* AIM OF THE EXERCISE:
The answer must be a single number: the count of lines in the data below that hold the word "Huntsville".

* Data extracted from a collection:
--------------------
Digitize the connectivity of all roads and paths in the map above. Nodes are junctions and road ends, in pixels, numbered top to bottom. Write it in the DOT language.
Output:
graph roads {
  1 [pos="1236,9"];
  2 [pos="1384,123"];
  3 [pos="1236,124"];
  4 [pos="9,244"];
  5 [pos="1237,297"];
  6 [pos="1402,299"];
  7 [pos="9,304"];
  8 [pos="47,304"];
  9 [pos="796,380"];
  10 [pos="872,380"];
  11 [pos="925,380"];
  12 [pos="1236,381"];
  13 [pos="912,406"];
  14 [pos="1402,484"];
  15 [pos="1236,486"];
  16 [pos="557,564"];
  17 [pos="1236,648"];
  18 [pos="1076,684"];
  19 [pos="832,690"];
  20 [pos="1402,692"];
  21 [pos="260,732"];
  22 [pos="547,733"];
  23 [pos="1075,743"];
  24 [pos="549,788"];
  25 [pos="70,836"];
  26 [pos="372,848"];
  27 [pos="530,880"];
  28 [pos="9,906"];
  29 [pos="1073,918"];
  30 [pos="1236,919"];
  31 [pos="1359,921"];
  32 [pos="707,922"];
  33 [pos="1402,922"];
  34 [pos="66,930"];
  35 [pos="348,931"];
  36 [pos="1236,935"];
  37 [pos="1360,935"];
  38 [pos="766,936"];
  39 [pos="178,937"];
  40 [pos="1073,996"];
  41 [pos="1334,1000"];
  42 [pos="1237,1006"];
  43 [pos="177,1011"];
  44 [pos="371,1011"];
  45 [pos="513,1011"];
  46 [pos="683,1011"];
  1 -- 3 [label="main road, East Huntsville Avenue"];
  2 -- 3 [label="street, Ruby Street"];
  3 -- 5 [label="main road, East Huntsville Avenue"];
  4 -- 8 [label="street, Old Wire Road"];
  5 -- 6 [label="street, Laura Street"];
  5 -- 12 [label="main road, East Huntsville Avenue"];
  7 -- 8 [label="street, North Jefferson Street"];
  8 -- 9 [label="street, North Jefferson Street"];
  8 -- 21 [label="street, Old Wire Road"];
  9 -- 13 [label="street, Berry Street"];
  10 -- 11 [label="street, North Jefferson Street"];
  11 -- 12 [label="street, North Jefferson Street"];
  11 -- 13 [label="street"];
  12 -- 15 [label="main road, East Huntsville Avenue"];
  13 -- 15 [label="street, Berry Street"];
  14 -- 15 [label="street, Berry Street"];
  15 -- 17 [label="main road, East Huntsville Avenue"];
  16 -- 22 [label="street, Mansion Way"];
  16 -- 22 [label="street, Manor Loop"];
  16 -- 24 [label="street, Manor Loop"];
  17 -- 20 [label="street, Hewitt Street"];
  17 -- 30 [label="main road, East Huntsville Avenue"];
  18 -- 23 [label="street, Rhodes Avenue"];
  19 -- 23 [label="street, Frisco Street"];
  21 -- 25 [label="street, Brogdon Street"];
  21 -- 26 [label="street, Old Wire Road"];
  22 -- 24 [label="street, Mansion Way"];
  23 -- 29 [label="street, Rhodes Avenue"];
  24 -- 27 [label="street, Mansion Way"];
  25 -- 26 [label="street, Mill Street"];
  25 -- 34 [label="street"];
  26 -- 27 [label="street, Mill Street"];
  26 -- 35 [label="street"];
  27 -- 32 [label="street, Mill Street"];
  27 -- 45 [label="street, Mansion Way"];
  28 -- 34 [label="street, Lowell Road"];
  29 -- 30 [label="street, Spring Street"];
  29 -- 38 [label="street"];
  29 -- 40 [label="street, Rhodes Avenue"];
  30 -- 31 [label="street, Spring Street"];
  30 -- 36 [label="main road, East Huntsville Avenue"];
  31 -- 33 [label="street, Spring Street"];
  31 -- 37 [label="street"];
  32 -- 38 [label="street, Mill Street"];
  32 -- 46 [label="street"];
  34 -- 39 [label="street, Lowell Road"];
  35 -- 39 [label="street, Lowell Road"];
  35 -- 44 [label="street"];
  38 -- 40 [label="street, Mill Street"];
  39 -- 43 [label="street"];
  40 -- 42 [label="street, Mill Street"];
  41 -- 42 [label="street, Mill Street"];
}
--------------------
* ANSWER SECTION:
7